TASK STATEMENT >>
Using the entries below, copy out all lines where "bottom" is found.

SUPPLIED MATERIAL >>

※

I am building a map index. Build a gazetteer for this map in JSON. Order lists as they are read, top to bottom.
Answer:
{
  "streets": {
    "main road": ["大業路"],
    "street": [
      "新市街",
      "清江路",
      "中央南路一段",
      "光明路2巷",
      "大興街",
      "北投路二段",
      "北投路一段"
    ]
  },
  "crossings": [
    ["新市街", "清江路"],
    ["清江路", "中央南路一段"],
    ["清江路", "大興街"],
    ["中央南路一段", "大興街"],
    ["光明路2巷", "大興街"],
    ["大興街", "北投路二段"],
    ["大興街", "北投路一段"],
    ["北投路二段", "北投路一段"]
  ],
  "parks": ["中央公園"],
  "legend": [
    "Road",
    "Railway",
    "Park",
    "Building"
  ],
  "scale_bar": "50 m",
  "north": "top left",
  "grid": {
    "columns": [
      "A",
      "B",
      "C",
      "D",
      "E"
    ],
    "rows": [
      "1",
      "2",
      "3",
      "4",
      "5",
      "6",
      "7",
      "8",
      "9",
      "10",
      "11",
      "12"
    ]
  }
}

※

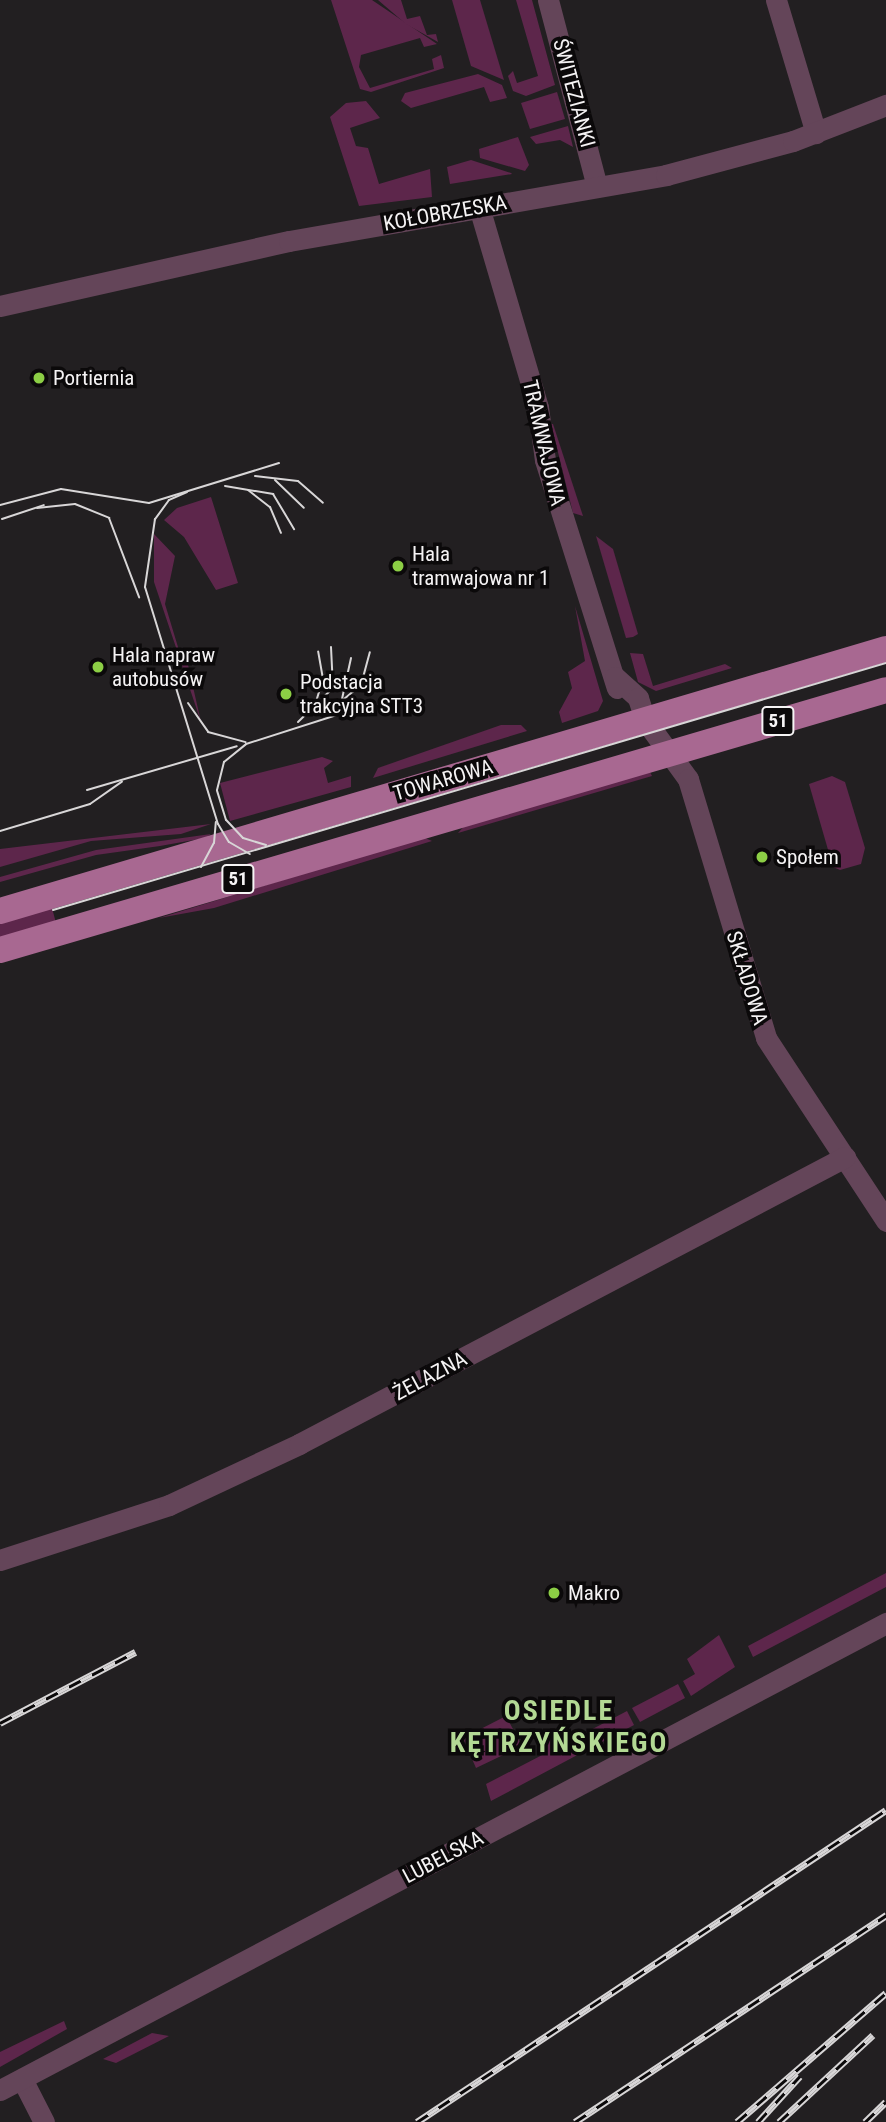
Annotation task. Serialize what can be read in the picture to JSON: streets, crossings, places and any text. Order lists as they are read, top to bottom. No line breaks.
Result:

※

TASK ANSWER >>
I am building a map index. Build a gazetteer for this map in JSON. Order lists as they are read, top to bottom.
Annotation task. Serialize what can be read in the picture to JSON: streets, crossings, places and any text. Order lists as they are read, top to bottom. No line breaks.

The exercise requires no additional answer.